-- Opening Marker --

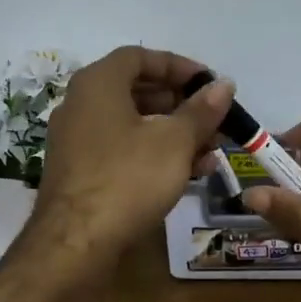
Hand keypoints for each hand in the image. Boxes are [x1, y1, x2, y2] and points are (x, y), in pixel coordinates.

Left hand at [33, 46, 233, 254]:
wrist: (75, 244)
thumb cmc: (128, 178)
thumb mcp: (175, 142)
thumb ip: (201, 111)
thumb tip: (225, 85)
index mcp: (98, 84)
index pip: (139, 57)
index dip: (178, 66)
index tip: (209, 83)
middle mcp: (81, 105)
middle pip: (137, 91)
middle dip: (181, 104)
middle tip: (213, 120)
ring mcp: (77, 141)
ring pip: (132, 124)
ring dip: (173, 133)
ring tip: (210, 152)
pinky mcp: (80, 173)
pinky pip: (122, 150)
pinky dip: (153, 154)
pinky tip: (186, 174)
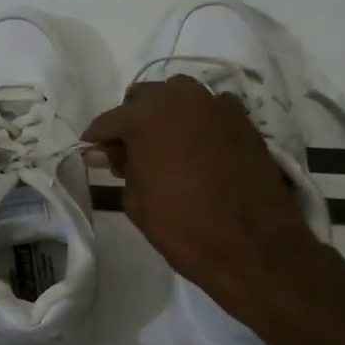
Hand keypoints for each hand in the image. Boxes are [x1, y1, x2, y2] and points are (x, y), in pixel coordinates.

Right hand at [83, 76, 320, 311]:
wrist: (254, 247)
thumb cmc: (182, 226)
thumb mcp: (136, 200)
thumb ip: (120, 166)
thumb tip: (106, 152)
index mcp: (147, 114)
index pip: (109, 120)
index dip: (96, 140)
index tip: (91, 155)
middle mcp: (182, 97)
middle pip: (144, 99)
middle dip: (132, 121)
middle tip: (128, 154)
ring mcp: (217, 105)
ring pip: (178, 99)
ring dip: (165, 117)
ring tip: (162, 150)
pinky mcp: (244, 120)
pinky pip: (208, 113)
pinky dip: (196, 125)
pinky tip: (196, 152)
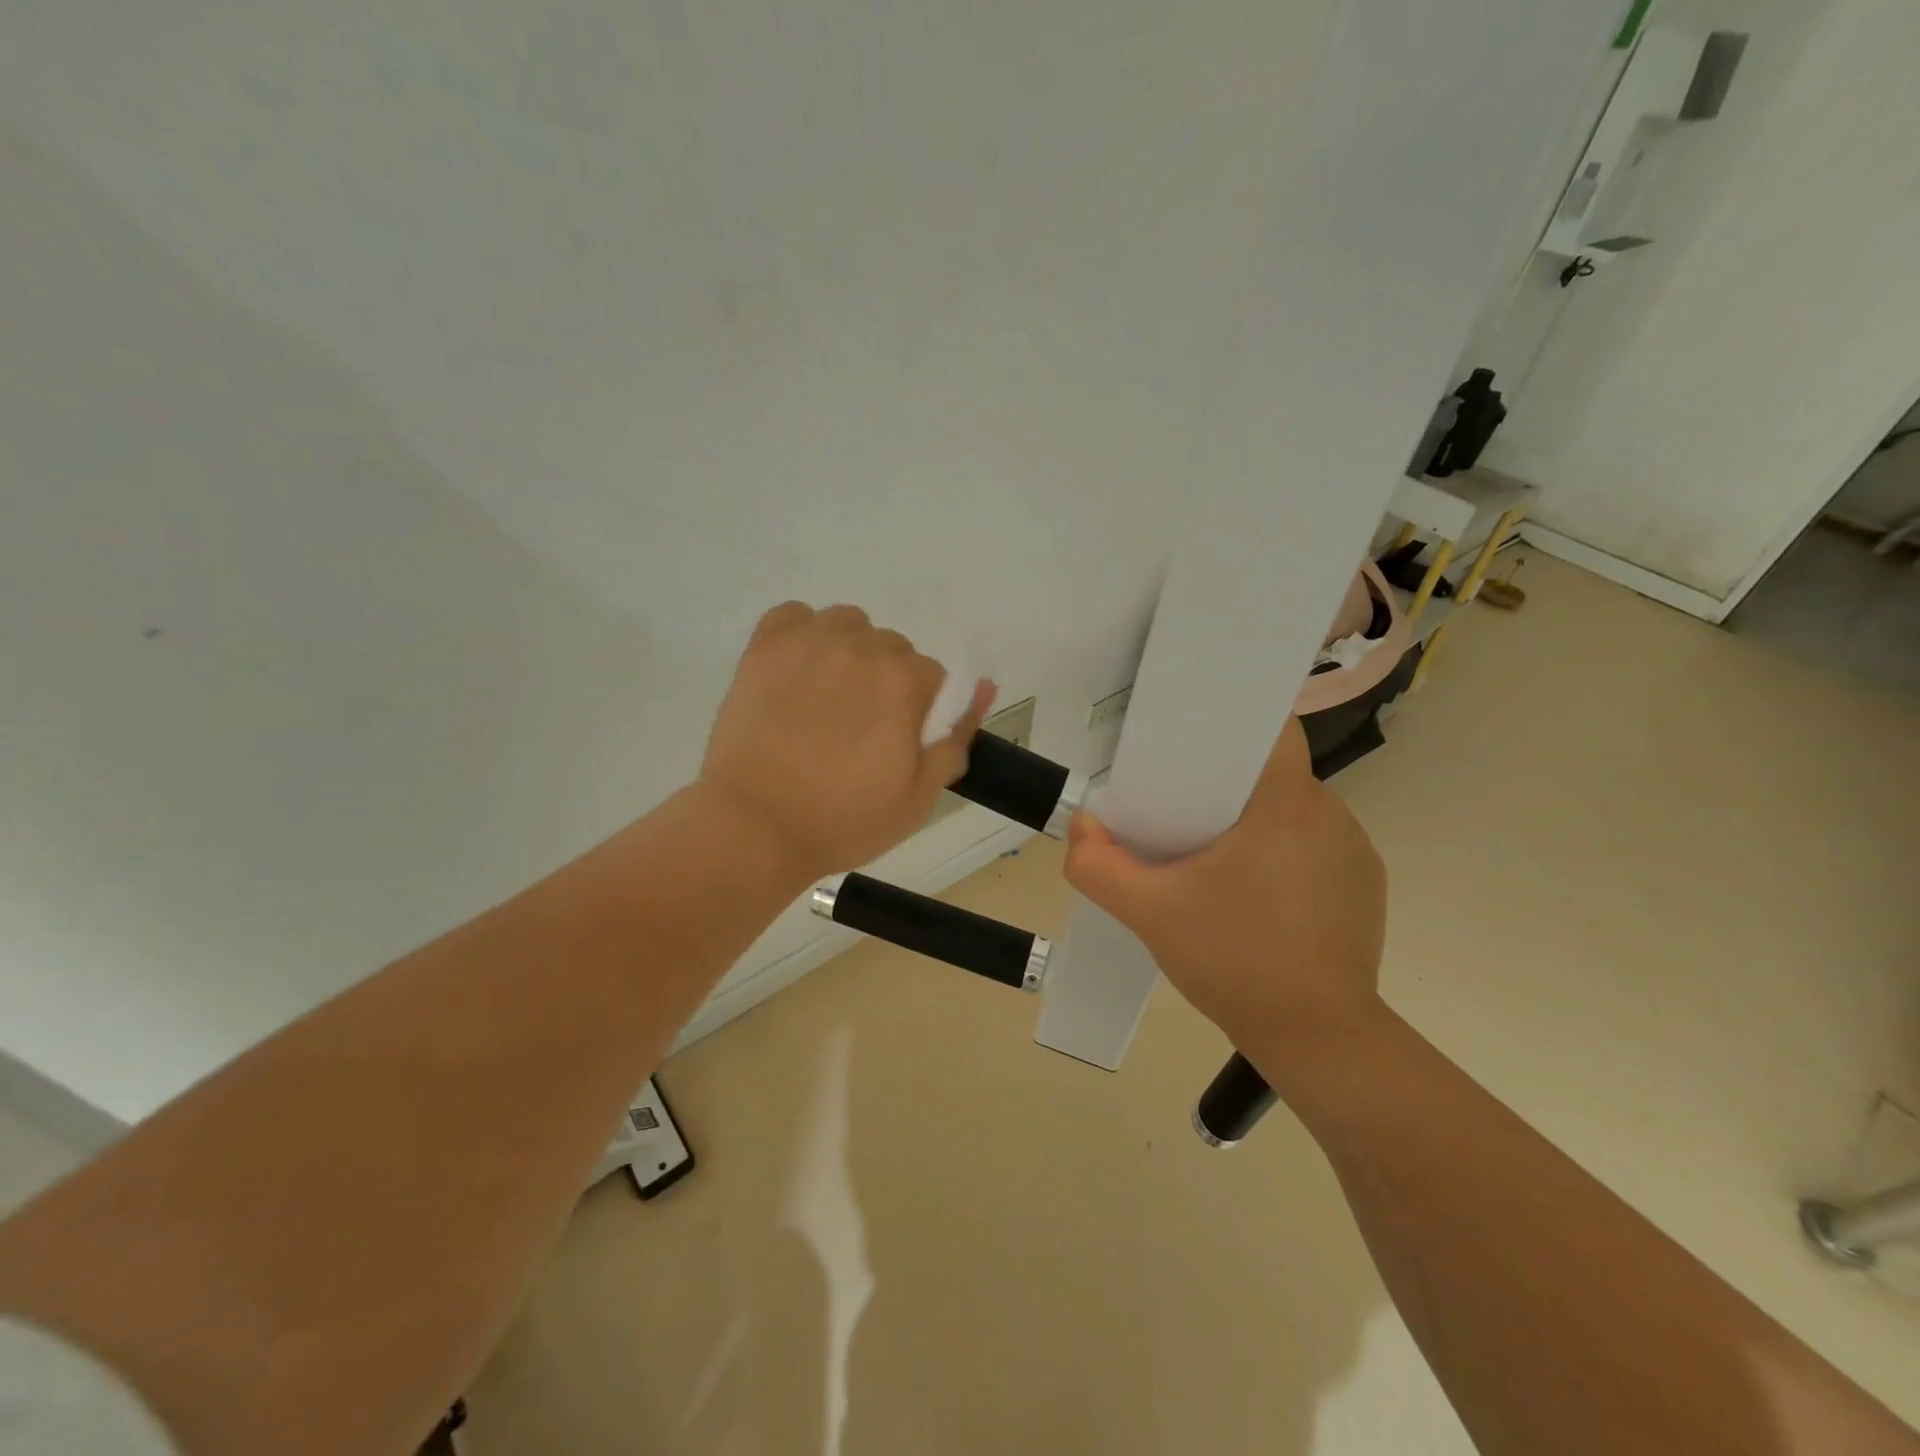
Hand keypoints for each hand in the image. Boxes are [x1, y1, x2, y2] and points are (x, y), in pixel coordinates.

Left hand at [699, 603, 994, 879]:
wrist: (754, 827)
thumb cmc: (844, 820)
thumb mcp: (919, 796)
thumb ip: (956, 738)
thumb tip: (984, 687)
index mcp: (903, 682)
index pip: (933, 677)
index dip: (921, 711)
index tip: (899, 742)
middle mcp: (861, 649)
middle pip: (893, 648)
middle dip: (888, 682)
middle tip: (862, 728)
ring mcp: (809, 643)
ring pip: (849, 624)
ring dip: (851, 650)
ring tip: (831, 695)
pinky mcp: (764, 648)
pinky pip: (794, 615)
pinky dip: (803, 632)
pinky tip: (799, 668)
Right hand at [1064, 718, 1386, 1053]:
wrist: (1317, 1039)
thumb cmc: (1234, 962)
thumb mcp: (1148, 913)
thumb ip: (1097, 865)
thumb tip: (1081, 825)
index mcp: (1285, 804)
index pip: (1271, 730)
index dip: (1231, 726)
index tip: (1191, 747)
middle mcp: (1331, 814)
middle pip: (1273, 772)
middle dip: (1229, 784)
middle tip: (1183, 812)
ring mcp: (1356, 850)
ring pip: (1294, 809)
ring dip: (1258, 822)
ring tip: (1218, 859)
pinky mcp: (1367, 885)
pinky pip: (1316, 845)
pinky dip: (1286, 854)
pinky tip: (1258, 896)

-- Closing Marker --

(Task item)
Transcribe the records word for word and include no pictures.

(Exercise solution)
Hand keypoints for each hand in the image. Boxes are [x1, y1, x2, y2] and points are (x, y), in pixel coordinates.

Left hand at [33, 46, 233, 254]:
wrist: (75, 244)
thumb cmc: (128, 178)
thumb mcp: (175, 142)
thumb ip: (201, 111)
thumb tip: (225, 85)
index mcp: (98, 84)
index pip: (139, 57)
index dip: (178, 66)
index tip: (209, 83)
middle mcp: (81, 105)
middle pip: (137, 91)
middle dip: (181, 104)
middle tip: (213, 120)
ring mcp: (77, 141)
ring pip: (132, 124)
ring dip: (173, 133)
ring tip: (210, 152)
pinky mcp: (80, 173)
pinky pip: (122, 150)
pinky dip: (153, 154)
pinky tip: (186, 174)
Hand keypoints for each hand in the image. Boxes are [x1, y1, x2, y2] and points are (x, y), in pixel coordinates.

Right hand at [83, 76, 320, 311]:
wrist: (254, 247)
thumb cmc: (182, 226)
thumb mcp: (136, 200)
thumb ip: (120, 166)
thumb tip: (106, 152)
index mcp: (147, 114)
index pip: (109, 120)
index dip: (96, 140)
index tip: (91, 155)
middle mcp: (182, 97)
middle pip: (144, 99)
middle dip: (132, 121)
middle tip: (128, 154)
ring mcp: (217, 105)
ring pip: (178, 99)
ring dip: (165, 117)
ring tip: (162, 150)
pinky mcp: (244, 120)
pinky pip: (208, 113)
pinky dip: (196, 125)
pinky tip: (196, 152)
Hand keypoints for each hand in the image. Boxes are [x1, y1, x2, y2] and points are (x, y), in pixel coordinates.

Left hand at [699, 603, 994, 879]:
wrist: (754, 827)
thumb cmc: (844, 820)
thumb mcp: (919, 796)
thumb ip: (956, 738)
thumb tip: (984, 687)
index mcp: (903, 682)
index pip: (933, 677)
index dip: (921, 711)
index tip: (899, 742)
middle mcp: (861, 649)
middle pip: (893, 648)
middle dip: (888, 682)
middle tip: (862, 728)
ring mcp: (809, 643)
ring pip: (849, 624)
ring dip: (851, 650)
ring tip: (831, 695)
pinky mcp: (764, 648)
pinky pip: (794, 615)
pinky dip: (803, 632)
pinky tip: (799, 668)
Right hand at [1064, 718, 1386, 1053]:
wrist: (1317, 1039)
thumb cmc: (1234, 962)
thumb mcp: (1148, 913)
thumb ip: (1097, 865)
thumb tip: (1081, 825)
index mcp: (1285, 804)
index pip: (1271, 730)
index dip: (1231, 726)
index tip: (1191, 747)
middle mcp: (1331, 814)
middle pip: (1273, 772)
middle dip: (1229, 784)
middle tip: (1183, 812)
ring mcp: (1356, 850)
ring pip: (1294, 809)
ring dip: (1258, 822)
ring tip: (1218, 859)
pinky mcp: (1367, 885)
pinky pip: (1316, 845)
pinky dip: (1286, 854)
pinky tip: (1258, 896)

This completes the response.